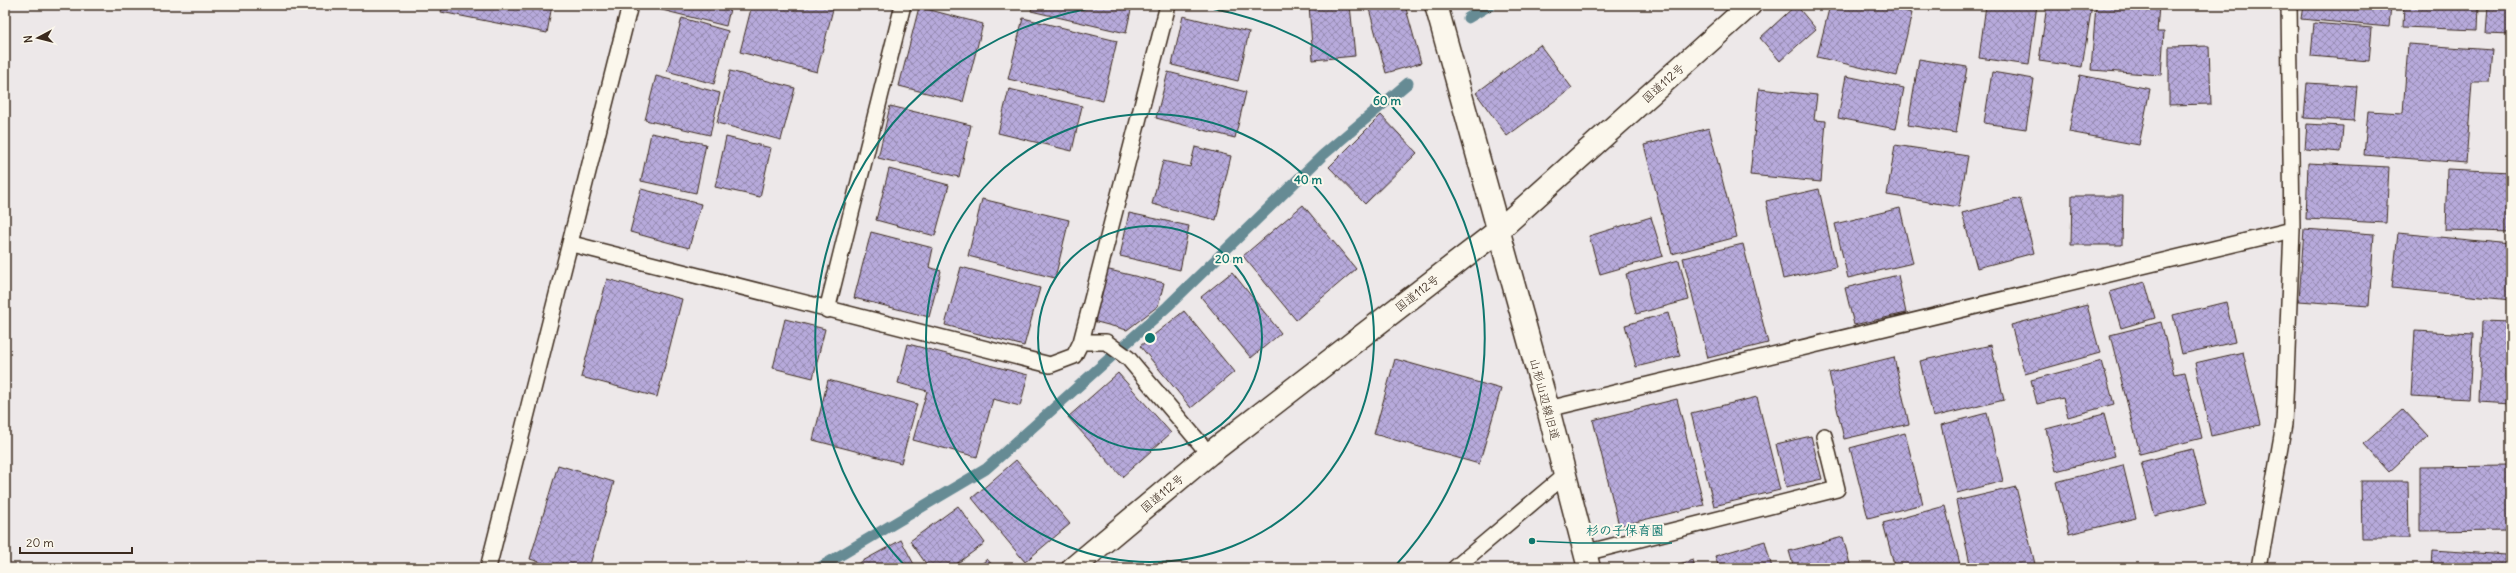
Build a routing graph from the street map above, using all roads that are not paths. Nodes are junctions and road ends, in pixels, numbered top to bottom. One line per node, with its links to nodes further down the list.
1 (630, 5): 9 (lane)
2 (903, 5): 10 (lane)
3 (1168, 5): 11 (lane)
4 (1436, 5): 7 (main road, 山形山辺線旧道)
5 (1750, 5): 7 (main road, 国道112号)
6 (2289, 5): 8 (lane)
7 (1499, 230): 12 (main road, 山形山辺線旧道); 14 (main road, 国道112号)
8 (2292, 230): 12 (lane); 20 (lane)
9 (572, 244): 10 (lane); 17 (lane)
10 (827, 310): 11 (lane)
11 (1080, 342): 14 (lane)
12 (1548, 409): 15 (main road, 山形山辺線旧道)
13 (1824, 436): 16 (lane)
14 (1209, 454): 18 (main road, 国道112号)
15 (1565, 475): 16 (main road, 山形山辺線旧道); 19 (lane)
16 (1587, 560)
17 (488, 568)
18 (1073, 568)
19 (1455, 568)
20 (2260, 568)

^^^^^^^^^^^^^^^^

> **The task**: Without including any pictures, please restate all the records exactly.

> **Response to the task**:
Build a routing graph from the street map above, using all roads that are not paths. Nodes are junctions and road ends, in pixels, numbered top to bottom. One line per node, with its links to nodes further down the list.
1 (630, 5): 9 (lane)
2 (903, 5): 10 (lane)
3 (1168, 5): 11 (lane)
4 (1436, 5): 7 (main road, 山形山辺線旧道)
5 (1750, 5): 7 (main road, 国道112号)
6 (2289, 5): 8 (lane)
7 (1499, 230): 12 (main road, 山形山辺線旧道); 14 (main road, 国道112号)
8 (2292, 230): 12 (lane); 20 (lane)
9 (572, 244): 10 (lane); 17 (lane)
10 (827, 310): 11 (lane)
11 (1080, 342): 14 (lane)
12 (1548, 409): 15 (main road, 山形山辺線旧道)
13 (1824, 436): 16 (lane)
14 (1209, 454): 18 (main road, 国道112号)
15 (1565, 475): 16 (main road, 山形山辺線旧道); 19 (lane)
16 (1587, 560)
17 (488, 568)
18 (1073, 568)
19 (1455, 568)
20 (2260, 568)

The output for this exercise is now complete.